■ Problem requirements ■
Collect each line of the records containing the string "Blériot".

■ Data for processing ■
■ ■ ■ ■

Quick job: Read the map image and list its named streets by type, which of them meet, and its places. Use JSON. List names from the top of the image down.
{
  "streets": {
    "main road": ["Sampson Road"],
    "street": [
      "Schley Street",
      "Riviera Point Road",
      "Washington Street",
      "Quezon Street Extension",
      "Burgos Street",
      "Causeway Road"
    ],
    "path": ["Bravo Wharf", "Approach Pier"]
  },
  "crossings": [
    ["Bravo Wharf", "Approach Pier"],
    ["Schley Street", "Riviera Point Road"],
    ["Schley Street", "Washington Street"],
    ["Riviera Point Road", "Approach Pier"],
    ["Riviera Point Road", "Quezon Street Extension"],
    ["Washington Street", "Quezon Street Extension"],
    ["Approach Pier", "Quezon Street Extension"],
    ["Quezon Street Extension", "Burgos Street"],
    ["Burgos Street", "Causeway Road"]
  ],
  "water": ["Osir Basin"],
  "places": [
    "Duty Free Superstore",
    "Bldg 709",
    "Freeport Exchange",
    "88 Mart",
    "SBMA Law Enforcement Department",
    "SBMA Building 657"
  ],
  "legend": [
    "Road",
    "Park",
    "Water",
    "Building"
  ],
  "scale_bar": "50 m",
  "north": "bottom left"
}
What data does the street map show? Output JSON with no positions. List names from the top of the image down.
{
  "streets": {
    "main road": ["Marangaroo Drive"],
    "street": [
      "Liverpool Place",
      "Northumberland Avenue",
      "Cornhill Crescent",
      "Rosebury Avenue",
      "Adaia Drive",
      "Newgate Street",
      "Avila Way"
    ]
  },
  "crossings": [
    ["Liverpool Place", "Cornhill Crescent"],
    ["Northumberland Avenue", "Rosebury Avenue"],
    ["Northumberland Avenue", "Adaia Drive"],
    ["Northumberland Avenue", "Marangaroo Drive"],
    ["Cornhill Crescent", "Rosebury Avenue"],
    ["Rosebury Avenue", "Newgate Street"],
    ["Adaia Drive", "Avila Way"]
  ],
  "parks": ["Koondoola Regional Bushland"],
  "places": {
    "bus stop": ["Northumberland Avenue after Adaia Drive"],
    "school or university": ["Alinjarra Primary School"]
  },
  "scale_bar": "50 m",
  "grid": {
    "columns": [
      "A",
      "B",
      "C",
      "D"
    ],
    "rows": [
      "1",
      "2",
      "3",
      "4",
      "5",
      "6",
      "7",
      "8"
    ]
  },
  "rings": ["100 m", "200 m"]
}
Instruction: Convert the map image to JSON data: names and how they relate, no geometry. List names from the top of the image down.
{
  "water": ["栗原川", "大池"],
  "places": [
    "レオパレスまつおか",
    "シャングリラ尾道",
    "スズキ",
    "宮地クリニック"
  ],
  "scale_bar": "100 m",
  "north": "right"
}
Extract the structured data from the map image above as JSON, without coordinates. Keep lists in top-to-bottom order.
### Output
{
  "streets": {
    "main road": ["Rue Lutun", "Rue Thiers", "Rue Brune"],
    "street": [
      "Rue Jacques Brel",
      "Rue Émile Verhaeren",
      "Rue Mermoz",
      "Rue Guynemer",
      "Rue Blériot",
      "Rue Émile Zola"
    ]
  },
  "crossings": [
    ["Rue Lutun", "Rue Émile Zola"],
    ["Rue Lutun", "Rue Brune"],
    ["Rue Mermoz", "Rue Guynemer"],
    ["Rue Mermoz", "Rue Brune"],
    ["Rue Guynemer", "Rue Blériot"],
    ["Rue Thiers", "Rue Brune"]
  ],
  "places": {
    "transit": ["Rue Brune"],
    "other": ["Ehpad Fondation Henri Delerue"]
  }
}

■ ■ ■ ■

■ Your response ■
      "Rue Blériot",
    ["Rue Guynemer", "Rue Blériot"],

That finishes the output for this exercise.